Company names-Identical names

Before you can register some company names, you need to apply for ministerial consent. Your application should address the criteria for assessment outlined by Treasury.

How to apply for consent

To apply for ministerial consent, you must write a letter asking for consent to use the name. Your application should reference the 'Treasury Guidelines' outlined below and include any other evidence or claims in support of your submission.

The fee for applying for ministerial consent is $1,433.

Once complete, send your application and the fee to:

Australian Securities & Investments Commission
Ministerial Consent Applications
PO Box 4000
Gippsland Mail Centre, VIC 3841

We'll provide a written response to you as soon as a decision has been made.

Treasury Guidelines

Below is an excerpt from Treasury's Guidelines for Ministerial Consent to Body Corporate Names under the Corporations Act 2001. Your application for consent should reference the guidelines under the section 'Words governed by special purpose legislation'.

For a full copy of the guidelines, visit

**Start Treasury Guideline**


Purpose of the guidelines

These guidelines set out the procedures to be followed and the criteria to be applied in considering applications for the Commonwealth Minister’s consent to body corporate names that are otherwise not available for reservation or registration under the Corporations Act 2001 (the Corporations Act). Bodies corporate in this context include companies, foreign companies and registrable Australian bodies. Consent is granted under subsection 147(2) or 601DC(2) for purposes of Parts 2B and 5B of the Corporations Act.

Responsible Commonwealth Ministers

The Commonwealth Ministers who have responsibility for the administration of the Corporations Act are the Commonwealth Treasurer, the Minister for Revenue and Assistant Treasurer, and the Parliamentary Secretary to the Treasurer.

Ministerial Consent

A name that would not otherwise be available is available if the Commonwealth Minister has consented to the name being available under subsections 147(2) and 601DC(2) of the Corporations Act. The Minister’s consent may be given subject to conditions (Corporations Act, subsections 147(3) and 601DC(3)). If a condition for the granting of ministerial consent has been breached, the Australian Securities and Investments Commission may direct the relevant body to change its name under section 158 or 601DJ.

Delegation of Minister’s powers and Direction to the Delegate

The Minister’s powers under subsections 147(2) and 601DC(2) have been delegated to certain senior officers of the Australian Securities and Investments Commission (Corporations Act, subsection 1345A(1A)). The Minister’s delegate is required to have regard to any written guidelines issued by the Minister that are in force (Corporations Act, subsection 1345A(2)). The Guidelines contained in this document are guidelines that have been issued by the Minister.

The overall policy consideration in considering applications

The overall policy consideration in considering applications under subsection 147(2) or 601DC(2) to the use of body corporate names is whether the proposed name would be likely to mislead persons dealing with the body about the nature of the body’s activities.

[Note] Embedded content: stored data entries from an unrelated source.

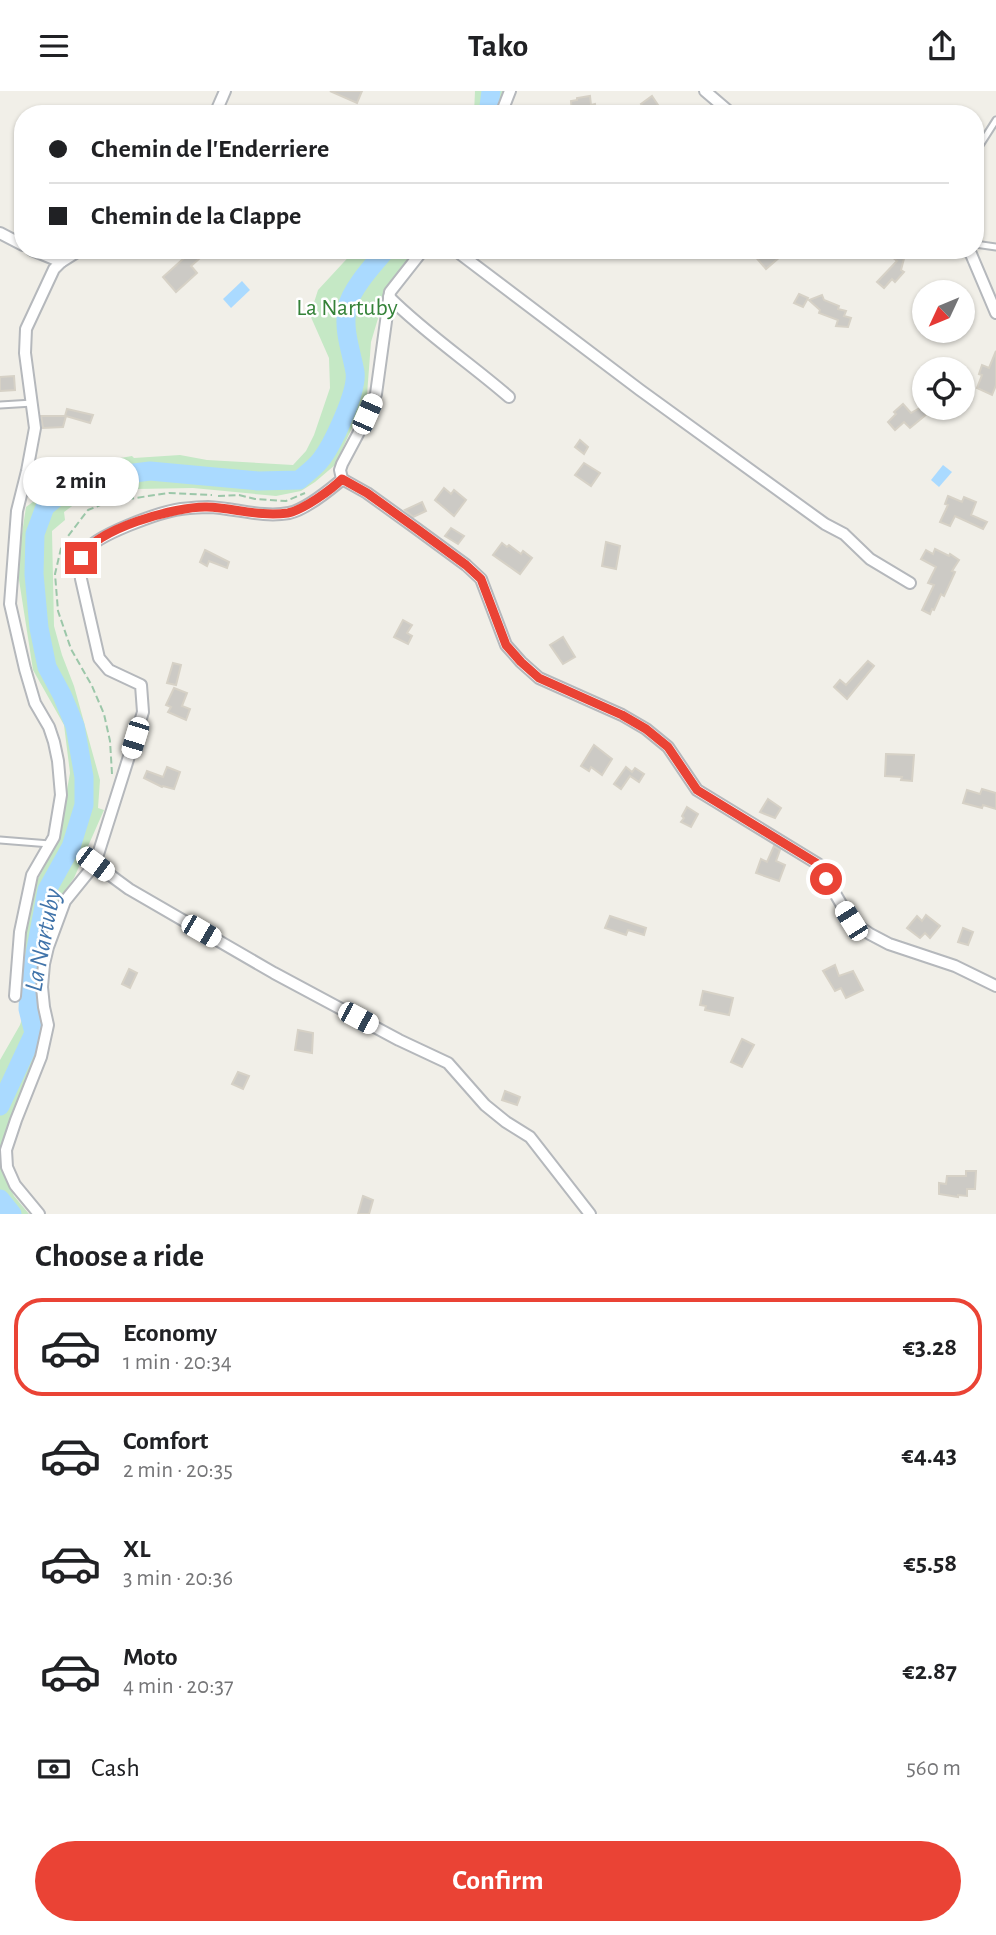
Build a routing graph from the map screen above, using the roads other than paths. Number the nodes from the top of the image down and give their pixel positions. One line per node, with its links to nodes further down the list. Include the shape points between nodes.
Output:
1 (705, 91): 2 (street)
2 (721, 105)
3 (996, 120): 4 (lane)
4 (984, 139)
5 (54, 259): 10 (street)
6 (66, 259): 10 (street)
7 (416, 259): 11 (street)
8 (467, 259): 17 (street, via 649,397 844,534 870,559)
9 (973, 259): 12 (street)
10 (61, 262): 14 (street, via 26,329)
11 (389, 296): 13 (street); 16 (street, via 376,394 342,464)
12 (996, 313)
13 (509, 397)
14 (33, 403): 15 (lane); 19 (street, via 35,428 17,511 10,604 24,669 58,761 61,795)
15 (0, 405)
16 (342, 479): 20 (street, via 291,513 179,509 112,532 84,552 80,569 99,658 108,670 141,685 143,692 143,712); 21 (street, via 481,579 506,645 539,678 646,729 668,747 697,790 818,864 851,921 890,944)
17 (910, 583)
18 (0, 841): 19 (lane)
19 (50, 844): 22 (street, via 32,874 20,932)
20 (95, 864): 23 (street, via 65,901 48,947 42,987 48,1024 41,1057 6,1150 15,1185); 24 (street, via 129,889 274,973 447,1063 485,1105 530,1137)
21 (996, 986)
22 (15, 996)
23 (39, 1214)
24 (590, 1214)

The following Guidelines outline the policy criteria that will normally be applied in considering applications for consent to proposed body corporate names including specific words or phrases.

However, each application is to be considered on its merits, having regard to the individual circumstances involved. Review of decisions Under subsection 1317B(1) of the Corporations Act, decisions made under subsection 147(2) and 601DC(2) of the Corporations Act are reviewable by the Administrative Appeals Tribunal under the Administrative Appeals Tribunal Act 1975.

Identical names


The general rule under the Corporations Act is that identical names cannot be registered. Subsections 147(2) and 601DC(2) give the Minister discretion to vary this general rule. However this discretion is used only in exceptional cases.

Rules 6101(a)-(e) in Part 1 of Schedule 6 of the Corporations Regulations have clearly provided that in comparing one name with another for paragraph 147(1)(a) of the Corporations Act:

  • the use of the definite or indefinite article;

  • the use of ‘proprietary’, ‘Pty Ltd’, ‘Limited’, ‘Ltd’, ‘No Liability’ or ‘NL’ in one or both names ‘Corporation’ or the abbreviation ‘Corp’;

  • the pluralisation of a word or words in one or both names;

  • the type size and case of letters the size of numbers or other characters and any accents spaces between letters numbers or characters or punctuation marks used in one or both names;

are to be disregarded.

There are three valid exceptions to the rule that identical names should not be registered. These are:

  • where two identical company names were registered by mistake and some years elapsed before the mistake came to light, by which time both companies had generated large amounts of goodwill in the names;

  • where two companies in different states were registered under the same name prior to the commencement of the current scheme; and

  • situations where the applicant can show that the name has been ‘squatted on’ by a person who has a history of reserving company names for no genuine purposes of his own. This history can be established through ASIC records, complaints to ASIC and Treasury records.

In such cases, both names may be available. While each case is treated on the merits, identical names are unlikely to be permitted in other circumstances.


The Minister has no ability to consent to a body corporate name identical to a registered business name held by another person or body corporate.